7 Şubat 2017 Salı

Rashida Abedi obituary

My friend, Rashida Abedi, who has died of cancer aged 65, handled her profound deafness with courage and her story, recorded in her autobiography From Sound to Silence (1988), inspired many others.


Rashida was born and grew up in Quetta, Pakistan, to where her father had retired after working for the Indian railways. She lost the hearing in her right ear after a severe attack of meningitis when she was 14. “I was advised by specialists to leave school,” she recalled. “All my hopes were destroyed. From then on my life was confined to the house. Most of the time was spent helping my mother, and I also used to knit, do embroidery and read books. We had a radio and my favourite hobby was listening to radio plays in Urdu.”
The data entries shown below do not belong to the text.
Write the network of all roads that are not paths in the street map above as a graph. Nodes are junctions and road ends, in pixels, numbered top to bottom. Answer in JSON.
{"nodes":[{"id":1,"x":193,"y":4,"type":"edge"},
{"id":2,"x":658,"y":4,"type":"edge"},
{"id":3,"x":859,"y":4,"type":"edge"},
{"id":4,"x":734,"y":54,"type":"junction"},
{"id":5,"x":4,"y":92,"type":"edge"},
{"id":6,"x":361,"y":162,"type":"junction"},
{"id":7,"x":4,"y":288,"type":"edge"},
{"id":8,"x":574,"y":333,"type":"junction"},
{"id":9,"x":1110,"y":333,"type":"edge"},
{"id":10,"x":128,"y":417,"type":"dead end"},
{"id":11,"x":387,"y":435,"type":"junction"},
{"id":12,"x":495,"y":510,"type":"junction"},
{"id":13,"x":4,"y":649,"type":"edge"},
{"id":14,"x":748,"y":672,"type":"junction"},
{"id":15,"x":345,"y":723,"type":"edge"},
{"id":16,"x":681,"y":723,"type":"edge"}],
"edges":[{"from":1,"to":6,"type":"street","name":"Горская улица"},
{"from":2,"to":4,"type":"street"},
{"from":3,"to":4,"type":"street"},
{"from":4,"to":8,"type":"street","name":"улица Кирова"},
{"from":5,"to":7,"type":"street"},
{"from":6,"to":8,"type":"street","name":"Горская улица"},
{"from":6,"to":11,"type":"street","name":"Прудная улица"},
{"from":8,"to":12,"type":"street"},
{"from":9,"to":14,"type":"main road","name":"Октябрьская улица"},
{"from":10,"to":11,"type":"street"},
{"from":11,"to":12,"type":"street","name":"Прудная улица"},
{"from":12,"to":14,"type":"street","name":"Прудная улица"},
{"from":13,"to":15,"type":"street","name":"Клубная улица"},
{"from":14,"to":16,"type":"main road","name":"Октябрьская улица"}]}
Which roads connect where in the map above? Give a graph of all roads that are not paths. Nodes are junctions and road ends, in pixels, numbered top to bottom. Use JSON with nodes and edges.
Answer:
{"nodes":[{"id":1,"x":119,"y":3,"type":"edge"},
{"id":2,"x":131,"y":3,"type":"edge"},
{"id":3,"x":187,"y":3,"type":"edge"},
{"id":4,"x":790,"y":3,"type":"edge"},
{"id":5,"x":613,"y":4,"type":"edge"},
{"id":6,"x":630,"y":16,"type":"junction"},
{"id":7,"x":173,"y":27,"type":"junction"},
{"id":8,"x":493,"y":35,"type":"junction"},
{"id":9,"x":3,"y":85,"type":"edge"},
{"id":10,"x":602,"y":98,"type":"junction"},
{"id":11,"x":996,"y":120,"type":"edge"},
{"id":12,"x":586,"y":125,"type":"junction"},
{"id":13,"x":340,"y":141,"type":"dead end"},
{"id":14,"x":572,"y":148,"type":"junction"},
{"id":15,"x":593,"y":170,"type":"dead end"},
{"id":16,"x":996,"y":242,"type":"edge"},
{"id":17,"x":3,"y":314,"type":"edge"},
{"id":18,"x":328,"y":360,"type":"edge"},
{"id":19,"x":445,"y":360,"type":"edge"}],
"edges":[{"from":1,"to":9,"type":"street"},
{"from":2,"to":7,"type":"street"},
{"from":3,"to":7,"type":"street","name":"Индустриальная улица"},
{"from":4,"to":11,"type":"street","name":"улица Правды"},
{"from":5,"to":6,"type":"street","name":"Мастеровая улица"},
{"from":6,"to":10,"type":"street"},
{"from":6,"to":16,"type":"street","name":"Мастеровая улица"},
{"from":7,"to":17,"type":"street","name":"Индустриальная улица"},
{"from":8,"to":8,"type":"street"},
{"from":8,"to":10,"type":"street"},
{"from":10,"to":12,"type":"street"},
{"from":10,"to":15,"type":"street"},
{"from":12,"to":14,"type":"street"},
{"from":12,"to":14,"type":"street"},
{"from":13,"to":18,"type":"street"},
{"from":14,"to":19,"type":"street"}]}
A marriage was arranged for Rashida, but after she lost the hearing in her left ear at 21, the engagement was broken off. “It was a cruel blow. I prayed to God I should die.” She recalled “agonising sadness and loneliness”. In 1981 Rashida’s brother, Syed, who had been long settled in London, brought her to the UK in the hope of finding a cure.


After it was confirmed that nothing could be done, she concentrated on making the most of new opportunities. I first got to know her in 1982 when she joined the English class I taught at South Norwood Adult Education Centre and made amazing progress despite never having heard the language. I thought it was a miracle. Soon she had progressed to an advanced class, was learning lip-reading and computing, and found things to interest her in the lives of friends from many different backgrounds.


Then, in 1983, a letter from the Home Office threatened deportation. A campaign to fight against it gathered strong support, including from the local MP, Bernard Weatherill, and went nationwide through the British Deaf Association. Rashida spoke movingly and fluently in both English and Urdu to a large public meeting in Croydon. She won her case and was once again “able to concentrate on the bright side of my life”. She said she had many things to look forward to and wrote her autobiography in the hope that others would find inspiration from her story to overcome similar problems and lead a full life.


After Syed’s death, Rashida shared a home with her sister Fatima and brother-in-law Kazim, and was very attached to the younger members of the family – she particularly loved children. She was a loving, optimistic person with a great sense of humour. She loved meeting new people and we travelled together to English language classes across Britain to publicise her book. She wrote: “This country has given me so much, I am glad to return something by giving others the confidence that they too can learn to speak good English and maybe even write a book themselves.”


She is survived by her sisters, Fatima and Yasmin, and brother, Akbar.